Exporting smca_get_bank_type() works fine when CONFIG_X86_MCE_AMD is defined.
I would need to put #ifdef CONFIG_X86_MCE_AMD in my code to compile the amdgpu
driver when CONFIG_X86_MCE_AMD is not defined.
I can avoid all that by using is_smca_umc_v2().
I think it would be cleaner with using is_smca_umc_v2().

>
> > Maybe.
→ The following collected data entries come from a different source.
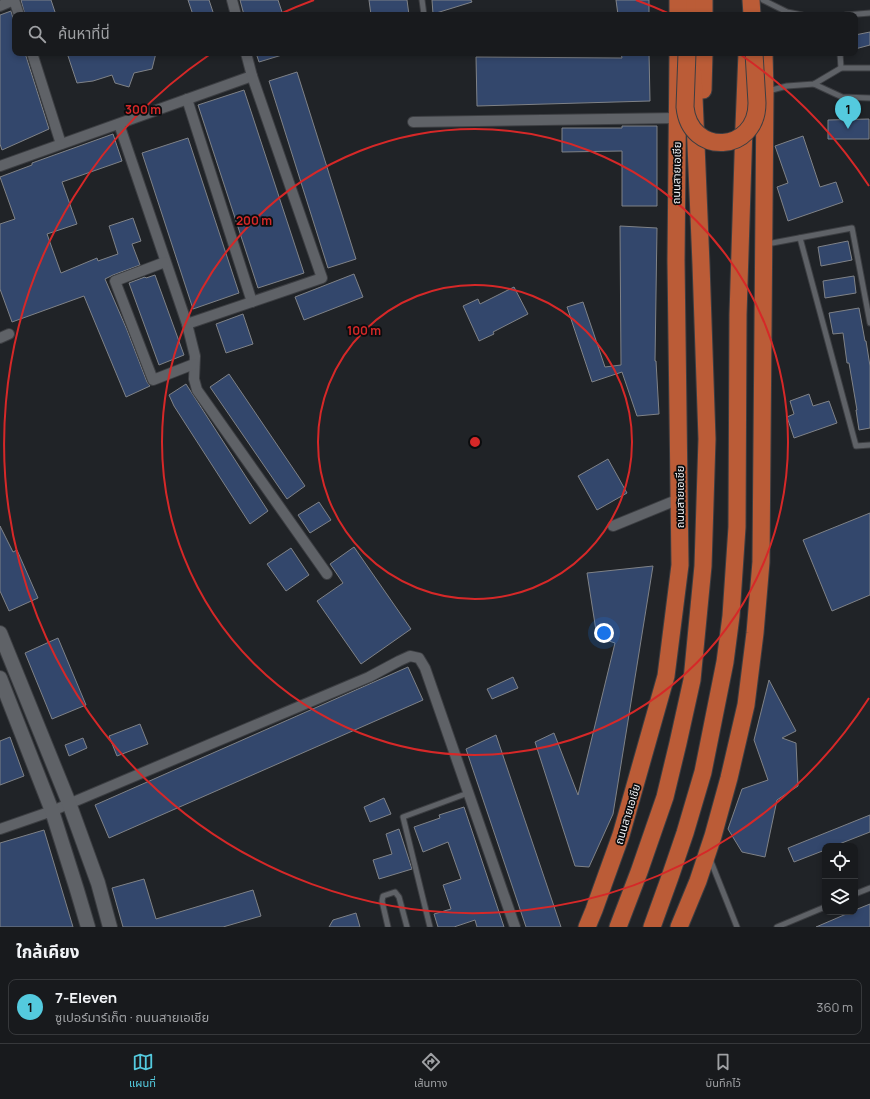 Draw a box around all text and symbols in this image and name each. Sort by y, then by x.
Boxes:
search box [12,12,858,56]
icon: search [26,23,48,45]
text: ค้นหาที่นี่ [58,23,110,44]
pin: 1 [835,96,861,129]
text: 300 m [125,101,161,118]
street label: ถนนสายเอเชีย [668,142,684,204]
text: 200 m [236,212,272,229]
text: 100 m [347,322,381,339]
centre of rings [468,435,482,449]
street label: ถนนสายเอเชีย [672,466,687,528]
your location [594,623,614,643]
street label: ถนนสายเอเชีย [611,782,643,846]
map controls [822,843,858,915]
button: locate [822,843,858,879]
button: layers [822,879,858,915]
text: ใกล้เคียง [16,940,79,963]
text: 7-Eleven [55,987,117,1008]
text: 1 [27,998,33,1016]
text: 360 m [816,998,853,1016]
text: ซูเปอร์มาร์เก็ต · ถนนสายเอเชีย [55,1008,209,1026]
tab: แผนที่ [129,1051,156,1092]
tab: เส้นทาง [414,1051,447,1092]
tab: บันทึกไว้ [706,1051,741,1092]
I hope its not too much of a concern if it stays the way it is.
>
> That was just a suggestion anyway - it is not code I maintain so not my call.
>
> > I wasn't really sure if I should use the EDAC priority here or create a new one
> for Accelerator devices.
> > I thought using EDAC priority might not be accepted by the maintainers
> > as EDAC and GPU (Accelerator) devices are two different class of devices.
> > That is the reason I create a new one.
> > I am OK to use EDAC priority if that is acceptable.
>
> I don't know what's acceptable because I still am unclear as to what that thing is
> supposed to do. It seems you are interested only in uncorrectable errors.
>

You can think of GPU device as a EDAC device here. It is mainly interested in
handling uncorrectable errors.

> How are those errors reported? #MC exception, deferred interrupt, simply
> logged in the bank and we find them by polling?
>

It is a deferred interrupt that generates an MCE.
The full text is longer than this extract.